• **Task goal**
Extract every entry word for word.

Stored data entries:
══════════
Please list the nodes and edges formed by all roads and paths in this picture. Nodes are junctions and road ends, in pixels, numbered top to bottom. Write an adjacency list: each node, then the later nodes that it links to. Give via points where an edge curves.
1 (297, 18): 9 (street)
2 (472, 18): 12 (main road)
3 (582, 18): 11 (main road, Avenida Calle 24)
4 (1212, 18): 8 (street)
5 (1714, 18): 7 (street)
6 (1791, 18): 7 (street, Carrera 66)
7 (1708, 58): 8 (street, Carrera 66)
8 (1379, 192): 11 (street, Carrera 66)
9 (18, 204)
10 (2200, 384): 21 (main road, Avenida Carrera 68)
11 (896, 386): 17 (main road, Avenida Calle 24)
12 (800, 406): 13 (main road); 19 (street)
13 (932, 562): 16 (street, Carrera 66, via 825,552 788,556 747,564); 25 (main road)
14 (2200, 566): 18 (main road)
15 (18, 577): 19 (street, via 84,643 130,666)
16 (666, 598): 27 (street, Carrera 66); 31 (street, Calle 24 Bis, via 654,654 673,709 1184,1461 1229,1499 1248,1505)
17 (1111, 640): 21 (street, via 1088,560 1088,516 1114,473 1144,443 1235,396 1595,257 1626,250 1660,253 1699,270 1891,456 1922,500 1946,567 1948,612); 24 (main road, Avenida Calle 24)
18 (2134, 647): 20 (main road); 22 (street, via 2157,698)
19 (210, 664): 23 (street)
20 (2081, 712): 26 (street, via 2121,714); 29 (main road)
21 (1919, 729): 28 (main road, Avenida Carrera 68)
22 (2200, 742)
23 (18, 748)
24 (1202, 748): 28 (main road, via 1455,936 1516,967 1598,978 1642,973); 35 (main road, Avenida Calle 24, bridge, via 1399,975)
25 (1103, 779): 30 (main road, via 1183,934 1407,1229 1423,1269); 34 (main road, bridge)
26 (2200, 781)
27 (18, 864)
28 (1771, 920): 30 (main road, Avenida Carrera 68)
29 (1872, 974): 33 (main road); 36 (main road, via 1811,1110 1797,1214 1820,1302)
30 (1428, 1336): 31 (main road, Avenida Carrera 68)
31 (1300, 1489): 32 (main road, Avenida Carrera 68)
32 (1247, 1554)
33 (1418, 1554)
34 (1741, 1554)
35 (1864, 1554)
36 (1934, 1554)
══════════
• **Solution to the problem**
Please list the nodes and edges formed by all roads and paths in this picture. Nodes are junctions and road ends, in pixels, numbered top to bottom. Write an adjacency list: each node, then the later nodes that it links to. Give via points where an edge curves.
1 (297, 18): 9 (street)
2 (472, 18): 12 (main road)
3 (582, 18): 11 (main road, Avenida Calle 24)
4 (1212, 18): 8 (street)
5 (1714, 18): 7 (street)
6 (1791, 18): 7 (street, Carrera 66)
7 (1708, 58): 8 (street, Carrera 66)
8 (1379, 192): 11 (street, Carrera 66)
9 (18, 204)
10 (2200, 384): 21 (main road, Avenida Carrera 68)
11 (896, 386): 17 (main road, Avenida Calle 24)
12 (800, 406): 13 (main road); 19 (street)
13 (932, 562): 16 (street, Carrera 66, via 825,552 788,556 747,564); 25 (main road)
14 (2200, 566): 18 (main road)
15 (18, 577): 19 (street, via 84,643 130,666)
16 (666, 598): 27 (street, Carrera 66); 31 (street, Calle 24 Bis, via 654,654 673,709 1184,1461 1229,1499 1248,1505)
17 (1111, 640): 21 (street, via 1088,560 1088,516 1114,473 1144,443 1235,396 1595,257 1626,250 1660,253 1699,270 1891,456 1922,500 1946,567 1948,612); 24 (main road, Avenida Calle 24)
18 (2134, 647): 20 (main road); 22 (street, via 2157,698)
19 (210, 664): 23 (street)
20 (2081, 712): 26 (street, via 2121,714); 29 (main road)
21 (1919, 729): 28 (main road, Avenida Carrera 68)
22 (2200, 742)
23 (18, 748)
24 (1202, 748): 28 (main road, via 1455,936 1516,967 1598,978 1642,973); 35 (main road, Avenida Calle 24, bridge, via 1399,975)
25 (1103, 779): 30 (main road, via 1183,934 1407,1229 1423,1269); 34 (main road, bridge)
26 (2200, 781)
27 (18, 864)
28 (1771, 920): 30 (main road, Avenida Carrera 68)
29 (1872, 974): 33 (main road); 36 (main road, via 1811,1110 1797,1214 1820,1302)
30 (1428, 1336): 31 (main road, Avenida Carrera 68)
31 (1300, 1489): 32 (main road, Avenida Carrera 68)
32 (1247, 1554)
33 (1418, 1554)
34 (1741, 1554)
35 (1864, 1554)
36 (1934, 1554)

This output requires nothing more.